5 Stars 4 Stars 3 Stars 2 Stars 1 Star 3.9 from 41 reviews
  • Author: admin
  • Prep Time: 5 minutes
  • Cook Time: 15 minutes (including chilling time)
  • Total Time: 20 minutes
  • Yield: 6 bars
  • Category: Snack
  • Method: No-Cook
  • Cuisine: American
  • Diet: Vegetarian

Description

These Birthday Cake Protein Bars offer a deliciously sweet and festive snack that’s packed with protein and easy to make.

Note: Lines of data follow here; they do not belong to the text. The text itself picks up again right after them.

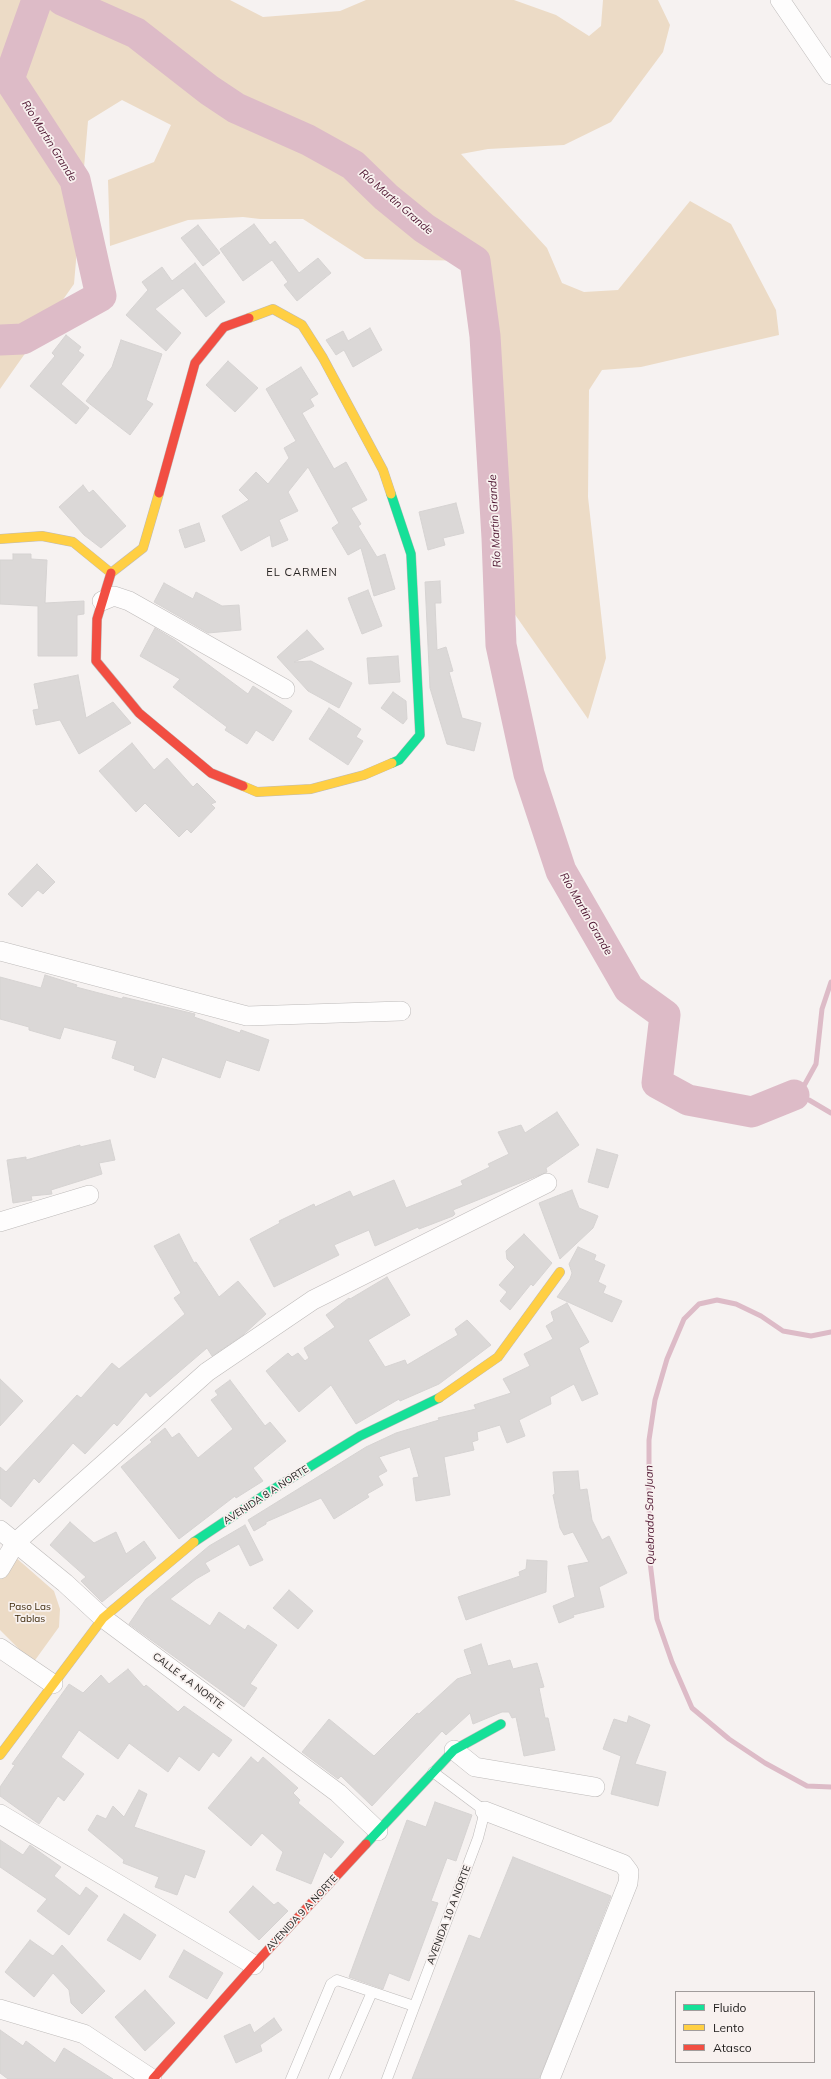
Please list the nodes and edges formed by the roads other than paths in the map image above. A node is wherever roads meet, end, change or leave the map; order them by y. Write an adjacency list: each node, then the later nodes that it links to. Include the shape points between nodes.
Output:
1 (780, 0): 2 (street)
2 (831, 75)
3 (0, 539): 4 (street, via 42,536 73,542)
4 (111, 573): 5 (street); 5 (street, via 143,548 195,363 224,327 273,309 302,325 324,358 383,470 411,554 420,736 399,760 364,775 310,788 257,792 211,773 139,712 96,661 97,619)
5 (102, 601): 6 (street, via 114,596 129,601)
6 (285, 689)
7 (0, 951): 8 (street, via 247,1016)
8 (401, 1011)
9 (547, 1183): 14 (street, via 313,1300 207,1372)
10 (89, 1194): 11 (street)
11 (0, 1222)
12 (560, 1272): 16 (street, AVENIDA 8 A NORTE, via 498,1357 445,1395 360,1436 202,1536)
13 (0, 1530): 14 (street, CALLE 4 A NORTE)
14 (16, 1542): 15 (street); 16 (street, CALLE 4 A NORTE)
15 (0, 1569)
16 (103, 1618): 18 (street, AVENIDA 8 A NORTE); 26 (street, CALLE 4 A NORTE, via 338,1792)
17 (0, 1648): 18 (street)
18 (53, 1684): 21 (street, AVENIDA 8 A NORTE)
19 (501, 1724): 20 (street, AVENIDA 9 A NORTE)
20 (454, 1750): 22 (street, AVENIDA 9 A NORTE); 23 (street, via 475,1766)
21 (0, 1755)
22 (433, 1772): 24 (lane); 26 (street, AVENIDA 9 A NORTE)
23 (595, 1787)
24 (485, 1811): 29 (lane, AVENIDA 10 A NORTE, via 478,1838); 35 (street, via 623,1864 629,1872 628,1883)
25 (0, 1814): 27 (street)
26 (378, 1832): 27 (street, AVENIDA 9 A NORTE)
27 (254, 1965): 31 (street, AVENIDA 9 A NORTE)
28 (372, 1992): 29 (lane); 32 (lane, via 337,1980 331,1984); 33 (lane)
29 (414, 2006): 34 (lane, AVENIDA 10 A NORTE)
30 (0, 2009): 31 (street, via 84,2034)
31 (152, 2079)
32 (291, 2079)
33 (334, 2079)
34 (387, 2079)
35 (550, 2079)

Combining creamy cashew butter, vanilla protein powder, and colorful sprinkles, these bars deliver a chewy texture reminiscent of birthday cake, perfect for a quick energy boost or post-workout treat.


Ingredients

Scale

Wet Ingredients

  • ¾ cup creamy cashew butter (192g) – Smooth and nutty base
  • ¼ cup + 1 tbsp almond milk – Keeps the bars soft and chewy
  • 1 tbsp maple syrup – Adds natural sweetness
  • 2 tsp vanilla extract – Essential for the cake-like flavor
  • ¼ tsp almond extract – Enhances the sweetness

Dry Ingredients

  • 1 cup vanilla protein powder (100g) – Protein-packed base
  • Pinch of sea salt – Enhances flavors
  • 2 tbsp rainbow sprinkles – For a fun, festive touch


Instructions

  1. Prepare the Pan: Line a bread pan with parchment paper and set aside to ensure easy removal of the bars later.
  2. Mix Wet Ingredients: In a medium bowl, whisk together cashew butter, almond milk, maple syrup, vanilla extract, and almond extract until the mixture is smooth and well combined.
  3. Add Dry Ingredients: Stir in the vanilla protein powder and a pinch of sea salt until a dough forms, ensuring there are no dry pockets.
  4. Adjust Consistency: If the mixture feels too dry or crumbly, add more almond milk one teaspoon at a time to achieve a soft, moldable dough.
  5. Fold in Sprinkles: Gently mix in the rainbow sprinkles to keep their colors vibrant and evenly distributed throughout the dough.
  6. Shape & Chill: Press the mixture firmly into the prepared pan, smoothing the top for an even surface.
  7. Refrigerate: Place the pan in the refrigerator for 10-15 minutes to allow the bars to firm up and hold their shape.
  8. Slice & Serve: Once set, lift out the block using the parchment paper, cut into 6 bars, and enjoy your delicious protein-packed treat.
  9. Storage: Store any leftovers in an airtight container in the fridge for up to 1 week to maintain freshness.

Notes

  • Ensure the cashew butter is smooth for the best texture.
  • You can substitute almond milk with other plant-based milks if preferred.
  • Adjust the sweetness by adding more maple syrup if desired.
  • For a firmer bar, refrigerate longer or freeze for 10 minutes before slicing.
  • Sprinkles add color and fun but can be omitted for a simpler look.